LHC asks petitioner to review replies; adjourns hearing till Nov 6


Our Correspondent September 11, 2020
Petitioner had contended that every year over 900 women are abducted in the country. PHOTO: FILE

LAHORE:

The Lahore High Court (LHC) on Friday asked counsel for a petitioner to review reports of various departments with regard to sexual assault on women as it adjourned hearing of a petition seeking the court’s instructions for the government to make more stringent laws to curb such crimes.

An LHC bench headed by Justice Ayesha A Malik resumed hearing of the petition filed by the PML-N leader Shaista Pervaiz Malik, who contended that the existing laws and procedures do not support victims of sexual violence and fail to bring such culprits to book.             

When the hearing started, various respondents in the case – including the federal government and Punjab inspector general of police (IGP) – submitted their replies in the court. The judge asked the petitioner’s counsel to review these reports and later adjourned hearing till November 6.

The petitioner had contended that every year over 900 women are abducted in the country while hundreds of women also subjected to rape and torture.

She said the culprits, however, escape punishment in many such cases due to flaws in the legal system. The petitioner said one of the loopholes is the report of medico-legal officers in such cases.

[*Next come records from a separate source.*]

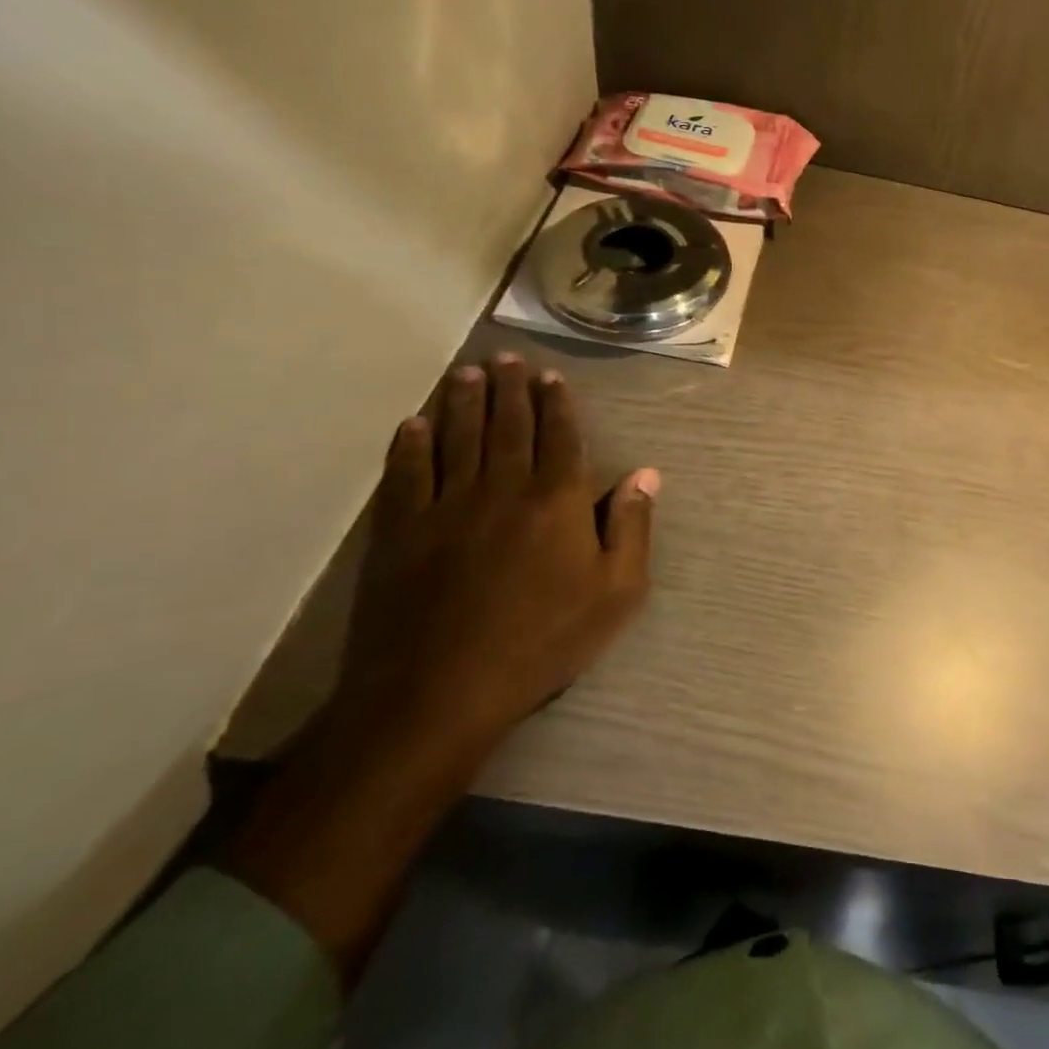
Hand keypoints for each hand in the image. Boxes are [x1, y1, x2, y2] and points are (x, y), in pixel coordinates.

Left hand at [336, 353, 657, 752]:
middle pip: (507, 426)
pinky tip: (413, 424)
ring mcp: (447, 506)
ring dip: (462, 402)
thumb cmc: (544, 641)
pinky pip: (407, 475)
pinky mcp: (401, 531)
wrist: (442, 690)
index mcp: (557, 500)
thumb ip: (632, 527)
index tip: (549, 376)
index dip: (556, 403)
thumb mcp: (616, 593)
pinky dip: (410, 445)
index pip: (560, 437)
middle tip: (504, 358)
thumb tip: (647, 474)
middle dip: (508, 389)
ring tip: (465, 373)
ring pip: (457, 438)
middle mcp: (503, 488)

These medico-legal officers often add adverse comments about the victims in their reports that ultimately favor the accused in such heinous crimes. The court, therefore, must intervene and direct the government to amend the laws to plug these loopholes, the petitioner said.

The horrific gang rape of a woman in front of her children on Lahore-Sialkot motorway on Wednesday night shocked the entire nation and triggered countrywide outrage.

The incident set off a debate on mainstream and social media on behavioural tendencies and the alarming rise in the cases of sexual violence in the country as well as the inability of the law enforcement mechanism to provide security to citizens as even a drive on a motorway can prove to be perilous.